Repeat the entire listing exactly as written.

----------

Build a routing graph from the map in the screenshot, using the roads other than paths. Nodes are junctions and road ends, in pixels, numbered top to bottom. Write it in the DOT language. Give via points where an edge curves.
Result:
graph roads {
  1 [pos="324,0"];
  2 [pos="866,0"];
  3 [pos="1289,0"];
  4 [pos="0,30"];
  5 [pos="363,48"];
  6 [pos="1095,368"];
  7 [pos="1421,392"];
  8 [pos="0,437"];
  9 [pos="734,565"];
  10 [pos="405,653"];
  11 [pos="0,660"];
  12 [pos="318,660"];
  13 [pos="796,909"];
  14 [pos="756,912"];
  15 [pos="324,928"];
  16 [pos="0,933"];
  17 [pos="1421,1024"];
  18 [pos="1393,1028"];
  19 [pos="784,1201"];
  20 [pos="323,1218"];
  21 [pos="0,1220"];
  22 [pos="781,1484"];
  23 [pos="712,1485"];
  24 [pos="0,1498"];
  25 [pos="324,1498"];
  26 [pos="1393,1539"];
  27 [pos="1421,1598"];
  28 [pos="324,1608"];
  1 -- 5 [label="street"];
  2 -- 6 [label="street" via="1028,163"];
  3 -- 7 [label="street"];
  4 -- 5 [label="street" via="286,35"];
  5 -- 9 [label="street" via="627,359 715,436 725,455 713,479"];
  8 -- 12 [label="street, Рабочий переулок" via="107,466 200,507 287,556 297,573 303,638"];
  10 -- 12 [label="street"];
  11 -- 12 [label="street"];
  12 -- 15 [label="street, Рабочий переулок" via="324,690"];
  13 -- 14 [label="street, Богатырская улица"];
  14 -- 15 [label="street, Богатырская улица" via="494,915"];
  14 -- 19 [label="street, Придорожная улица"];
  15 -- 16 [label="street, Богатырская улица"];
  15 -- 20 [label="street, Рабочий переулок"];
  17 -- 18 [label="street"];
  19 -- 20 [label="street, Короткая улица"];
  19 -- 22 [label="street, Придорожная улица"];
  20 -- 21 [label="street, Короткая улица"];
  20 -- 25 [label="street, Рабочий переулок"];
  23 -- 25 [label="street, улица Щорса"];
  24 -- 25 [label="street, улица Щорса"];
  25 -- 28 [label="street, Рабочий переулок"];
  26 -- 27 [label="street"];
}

----------

* _Answer section_:
Build a routing graph from the map in the screenshot, using the roads other than paths. Nodes are junctions and road ends, in pixels, numbered top to bottom. Write it in the DOT language. Give via points where an edge curves.
Result:
graph roads {
  1 [pos="324,0"];
  2 [pos="866,0"];
  3 [pos="1289,0"];
  4 [pos="0,30"];
  5 [pos="363,48"];
  6 [pos="1095,368"];
  7 [pos="1421,392"];
  8 [pos="0,437"];
  9 [pos="734,565"];
  10 [pos="405,653"];
  11 [pos="0,660"];
  12 [pos="318,660"];
  13 [pos="796,909"];
  14 [pos="756,912"];
  15 [pos="324,928"];
  16 [pos="0,933"];
  17 [pos="1421,1024"];
  18 [pos="1393,1028"];
  19 [pos="784,1201"];
  20 [pos="323,1218"];
  21 [pos="0,1220"];
  22 [pos="781,1484"];
  23 [pos="712,1485"];
  24 [pos="0,1498"];
  25 [pos="324,1498"];
  26 [pos="1393,1539"];
  27 [pos="1421,1598"];
  28 [pos="324,1608"];
  1 -- 5 [label="street"];
  2 -- 6 [label="street" via="1028,163"];
  3 -- 7 [label="street"];
  4 -- 5 [label="street" via="286,35"];
  5 -- 9 [label="street" via="627,359 715,436 725,455 713,479"];
  8 -- 12 [label="street, Рабочий переулок" via="107,466 200,507 287,556 297,573 303,638"];
  10 -- 12 [label="street"];
  11 -- 12 [label="street"];
  12 -- 15 [label="street, Рабочий переулок" via="324,690"];
  13 -- 14 [label="street, Богатырская улица"];
  14 -- 15 [label="street, Богатырская улица" via="494,915"];
  14 -- 19 [label="street, Придорожная улица"];
  15 -- 16 [label="street, Богатырская улица"];
  15 -- 20 [label="street, Рабочий переулок"];
  17 -- 18 [label="street"];
  19 -- 20 [label="street, Короткая улица"];
  19 -- 22 [label="street, Придорожная улица"];
  20 -- 21 [label="street, Короткая улица"];
  20 -- 25 [label="street, Рабочий переулок"];
  23 -- 25 [label="street, улица Щорса"];
  24 -- 25 [label="street, улица Щорса"];
  25 -- 28 [label="street, Рабочий переулок"];
  26 -- 27 [label="street"];
}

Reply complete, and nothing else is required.